Envelope with hearts and the words "Thank you!" written on the back.

Gratitude: the nicest way to change the world

How would you like to change the world for the better and make yourself feel better, too? There’s one simple activity that could cause more ripple effects through your community than you can imagine: expressing your gratitude.

“Thank you for making my day better!”

In 2012, Amelia was studying abroad. She was homesick and depressed, and looking for ways to change things around. She read an article claiming that gratitude was good for mental health, and – being Amelia – she immediately made herself a project and set an ambitious goal. Every day, for 100 days, she thanked someone who had directly made her day better. She designed and printed little cards that said, “Thank you for making my day better!” on one side, with space to add specific details on the other.

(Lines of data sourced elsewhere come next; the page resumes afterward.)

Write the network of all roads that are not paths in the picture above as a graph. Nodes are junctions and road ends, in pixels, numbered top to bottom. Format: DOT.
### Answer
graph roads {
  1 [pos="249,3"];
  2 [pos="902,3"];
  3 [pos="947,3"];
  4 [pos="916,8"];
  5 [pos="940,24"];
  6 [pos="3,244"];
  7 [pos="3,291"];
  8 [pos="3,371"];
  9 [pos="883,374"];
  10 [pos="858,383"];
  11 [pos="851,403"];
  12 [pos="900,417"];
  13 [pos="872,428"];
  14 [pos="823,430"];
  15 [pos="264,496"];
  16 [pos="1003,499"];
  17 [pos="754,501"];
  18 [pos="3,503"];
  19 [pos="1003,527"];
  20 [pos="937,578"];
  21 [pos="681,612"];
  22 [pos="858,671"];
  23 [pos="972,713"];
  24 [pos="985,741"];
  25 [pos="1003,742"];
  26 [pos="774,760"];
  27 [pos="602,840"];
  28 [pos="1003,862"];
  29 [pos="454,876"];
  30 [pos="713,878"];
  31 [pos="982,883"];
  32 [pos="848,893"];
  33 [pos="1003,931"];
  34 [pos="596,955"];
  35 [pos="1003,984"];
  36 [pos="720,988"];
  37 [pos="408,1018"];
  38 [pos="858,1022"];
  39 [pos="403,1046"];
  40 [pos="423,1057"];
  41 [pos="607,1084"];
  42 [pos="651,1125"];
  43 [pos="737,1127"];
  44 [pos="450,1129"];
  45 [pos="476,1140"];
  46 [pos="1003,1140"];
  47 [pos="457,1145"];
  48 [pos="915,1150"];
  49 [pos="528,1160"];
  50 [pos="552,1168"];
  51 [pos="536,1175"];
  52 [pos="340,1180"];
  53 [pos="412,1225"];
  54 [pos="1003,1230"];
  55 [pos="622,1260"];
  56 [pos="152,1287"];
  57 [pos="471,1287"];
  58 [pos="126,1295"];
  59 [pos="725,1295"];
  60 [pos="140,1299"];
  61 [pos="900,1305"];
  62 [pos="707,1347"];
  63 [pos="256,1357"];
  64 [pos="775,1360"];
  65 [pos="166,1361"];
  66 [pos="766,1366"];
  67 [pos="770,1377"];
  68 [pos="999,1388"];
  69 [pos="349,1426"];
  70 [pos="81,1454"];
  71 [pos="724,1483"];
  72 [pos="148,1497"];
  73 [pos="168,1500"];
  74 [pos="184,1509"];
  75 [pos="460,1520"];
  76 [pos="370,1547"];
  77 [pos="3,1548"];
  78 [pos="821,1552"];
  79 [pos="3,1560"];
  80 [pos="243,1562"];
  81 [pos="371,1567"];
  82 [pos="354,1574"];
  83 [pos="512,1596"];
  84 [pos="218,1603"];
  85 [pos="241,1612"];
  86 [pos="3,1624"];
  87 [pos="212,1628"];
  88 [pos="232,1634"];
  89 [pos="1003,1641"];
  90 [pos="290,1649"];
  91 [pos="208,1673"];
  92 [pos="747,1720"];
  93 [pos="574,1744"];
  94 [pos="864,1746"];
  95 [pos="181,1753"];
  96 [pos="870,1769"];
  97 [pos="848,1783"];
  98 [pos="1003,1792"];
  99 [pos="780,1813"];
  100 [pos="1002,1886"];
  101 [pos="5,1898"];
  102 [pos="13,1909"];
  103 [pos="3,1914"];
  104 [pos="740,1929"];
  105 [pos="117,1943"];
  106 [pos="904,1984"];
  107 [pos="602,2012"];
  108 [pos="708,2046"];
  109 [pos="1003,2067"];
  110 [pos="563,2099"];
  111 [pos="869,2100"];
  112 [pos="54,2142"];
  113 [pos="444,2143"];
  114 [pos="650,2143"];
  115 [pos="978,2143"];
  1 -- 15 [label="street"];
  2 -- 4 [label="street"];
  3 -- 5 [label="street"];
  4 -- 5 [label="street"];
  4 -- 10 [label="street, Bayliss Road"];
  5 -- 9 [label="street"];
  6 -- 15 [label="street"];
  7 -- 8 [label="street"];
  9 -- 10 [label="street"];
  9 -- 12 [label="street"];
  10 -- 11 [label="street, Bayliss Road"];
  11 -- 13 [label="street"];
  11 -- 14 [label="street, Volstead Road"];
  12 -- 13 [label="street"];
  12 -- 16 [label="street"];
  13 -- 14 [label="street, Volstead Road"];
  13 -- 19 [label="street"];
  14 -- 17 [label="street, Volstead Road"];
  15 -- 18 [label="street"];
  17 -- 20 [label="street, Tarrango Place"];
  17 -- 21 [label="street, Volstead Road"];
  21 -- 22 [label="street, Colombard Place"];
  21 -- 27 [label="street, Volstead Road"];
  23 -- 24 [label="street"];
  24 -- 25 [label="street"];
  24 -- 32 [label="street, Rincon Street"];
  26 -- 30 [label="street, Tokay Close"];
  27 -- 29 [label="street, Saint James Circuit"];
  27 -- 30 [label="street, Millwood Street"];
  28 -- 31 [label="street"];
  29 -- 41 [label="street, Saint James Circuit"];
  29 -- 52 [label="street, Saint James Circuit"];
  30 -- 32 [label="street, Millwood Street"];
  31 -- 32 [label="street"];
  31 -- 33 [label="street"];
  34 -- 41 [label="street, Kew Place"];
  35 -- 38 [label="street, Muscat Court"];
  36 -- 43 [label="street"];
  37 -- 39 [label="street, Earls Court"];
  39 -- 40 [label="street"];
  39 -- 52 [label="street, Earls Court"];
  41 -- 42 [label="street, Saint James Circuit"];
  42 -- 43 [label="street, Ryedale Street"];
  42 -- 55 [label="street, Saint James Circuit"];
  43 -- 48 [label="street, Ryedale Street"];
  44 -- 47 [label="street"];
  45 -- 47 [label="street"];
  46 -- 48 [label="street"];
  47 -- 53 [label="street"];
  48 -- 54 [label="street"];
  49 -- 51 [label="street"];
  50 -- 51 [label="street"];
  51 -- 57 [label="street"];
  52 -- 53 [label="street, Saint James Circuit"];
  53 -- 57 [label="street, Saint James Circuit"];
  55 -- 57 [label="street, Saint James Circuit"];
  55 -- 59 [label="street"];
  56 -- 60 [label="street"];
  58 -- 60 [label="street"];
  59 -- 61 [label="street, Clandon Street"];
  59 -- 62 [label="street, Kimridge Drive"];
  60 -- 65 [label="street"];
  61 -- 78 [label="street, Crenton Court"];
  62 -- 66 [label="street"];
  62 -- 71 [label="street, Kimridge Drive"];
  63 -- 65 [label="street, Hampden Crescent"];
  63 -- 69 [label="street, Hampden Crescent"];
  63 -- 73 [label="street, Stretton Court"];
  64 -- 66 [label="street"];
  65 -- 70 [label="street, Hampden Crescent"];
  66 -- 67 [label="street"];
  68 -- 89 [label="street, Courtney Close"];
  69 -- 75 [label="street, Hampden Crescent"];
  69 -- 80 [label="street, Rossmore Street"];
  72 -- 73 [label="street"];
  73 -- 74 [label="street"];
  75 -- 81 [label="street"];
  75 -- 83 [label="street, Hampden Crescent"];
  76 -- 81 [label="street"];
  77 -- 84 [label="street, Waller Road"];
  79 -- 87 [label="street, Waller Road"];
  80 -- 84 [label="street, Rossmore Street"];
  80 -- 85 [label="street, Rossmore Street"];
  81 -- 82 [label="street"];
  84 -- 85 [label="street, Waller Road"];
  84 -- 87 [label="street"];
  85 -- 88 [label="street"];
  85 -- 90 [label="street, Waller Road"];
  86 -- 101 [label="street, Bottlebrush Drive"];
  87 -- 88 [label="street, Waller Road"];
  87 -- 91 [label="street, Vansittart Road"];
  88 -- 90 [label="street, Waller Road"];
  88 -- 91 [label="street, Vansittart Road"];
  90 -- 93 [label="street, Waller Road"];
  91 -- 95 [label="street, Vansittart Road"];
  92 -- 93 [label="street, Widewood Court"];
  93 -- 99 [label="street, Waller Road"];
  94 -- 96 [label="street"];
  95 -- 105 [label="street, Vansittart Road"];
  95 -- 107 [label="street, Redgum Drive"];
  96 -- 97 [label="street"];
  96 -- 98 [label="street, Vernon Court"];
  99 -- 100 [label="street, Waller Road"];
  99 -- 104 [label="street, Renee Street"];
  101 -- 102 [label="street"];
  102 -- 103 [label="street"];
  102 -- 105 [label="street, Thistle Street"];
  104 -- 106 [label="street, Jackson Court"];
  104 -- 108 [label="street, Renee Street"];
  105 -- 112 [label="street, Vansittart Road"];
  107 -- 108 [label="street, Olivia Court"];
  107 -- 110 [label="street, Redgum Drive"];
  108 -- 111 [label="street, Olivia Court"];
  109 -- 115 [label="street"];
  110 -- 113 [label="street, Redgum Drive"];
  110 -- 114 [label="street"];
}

For the first few days, she focused on the friends and contacts she had made on campus, and the project was easy. But then she had to start looking around – who else was she thankful for? Who else was contributing positively to her days?

That’s when the project got interesting.

The security guard who patrolled campus at night teared up when he received his card. So did the friendly lady on the supermarket till and the woman in the cinema. Only 17 cards in, Amelia had to put down the project and recalibrate. She had stumbled onto something she hadn’t anticipated: expressing her gratitude wasn’t just making her feel better. She was making others feel appreciated, and seen – and that was even more powerful.

Start close to home, and work your way out

Expressing your gratitude doesn’t have to be a complicated project. Start by calling, texting or writing to your friends and family to let them know how much they mean to you. We often take the ones closest to us for granted, so acknowledging everything they do for you can be a very healing exercise for any relationship.

Then, if you have the courage, start acknowledging strangers – either verbally, in writing, through notes and gifts (like cinnamon rolls), or by leaving feedback and reviews.

You don’t have to set yourself a 100-day goal, or print cards especially designed for the job. Send a postcard to your favourite radio station to thank the host for making your commute better; email the delivery company to tell them how great Dan with the Van’s delivery was; tear out a page from your journal and scribble a hasty thank-you note to the guy who held the door for you on the tube; write a letter to your favourite author to tell them how you feel about their work.

Feeling seen and appreciated are fundamental needs, and when people notice how happy your gratitude makes them, they are often inspired to express gratitude of their own. You feel better, they feel better, they make others feel better, and so on.

All you have to do is notice: who is making your life better? Then express that gratitude.

This way, we can change the world, one thank you at a time.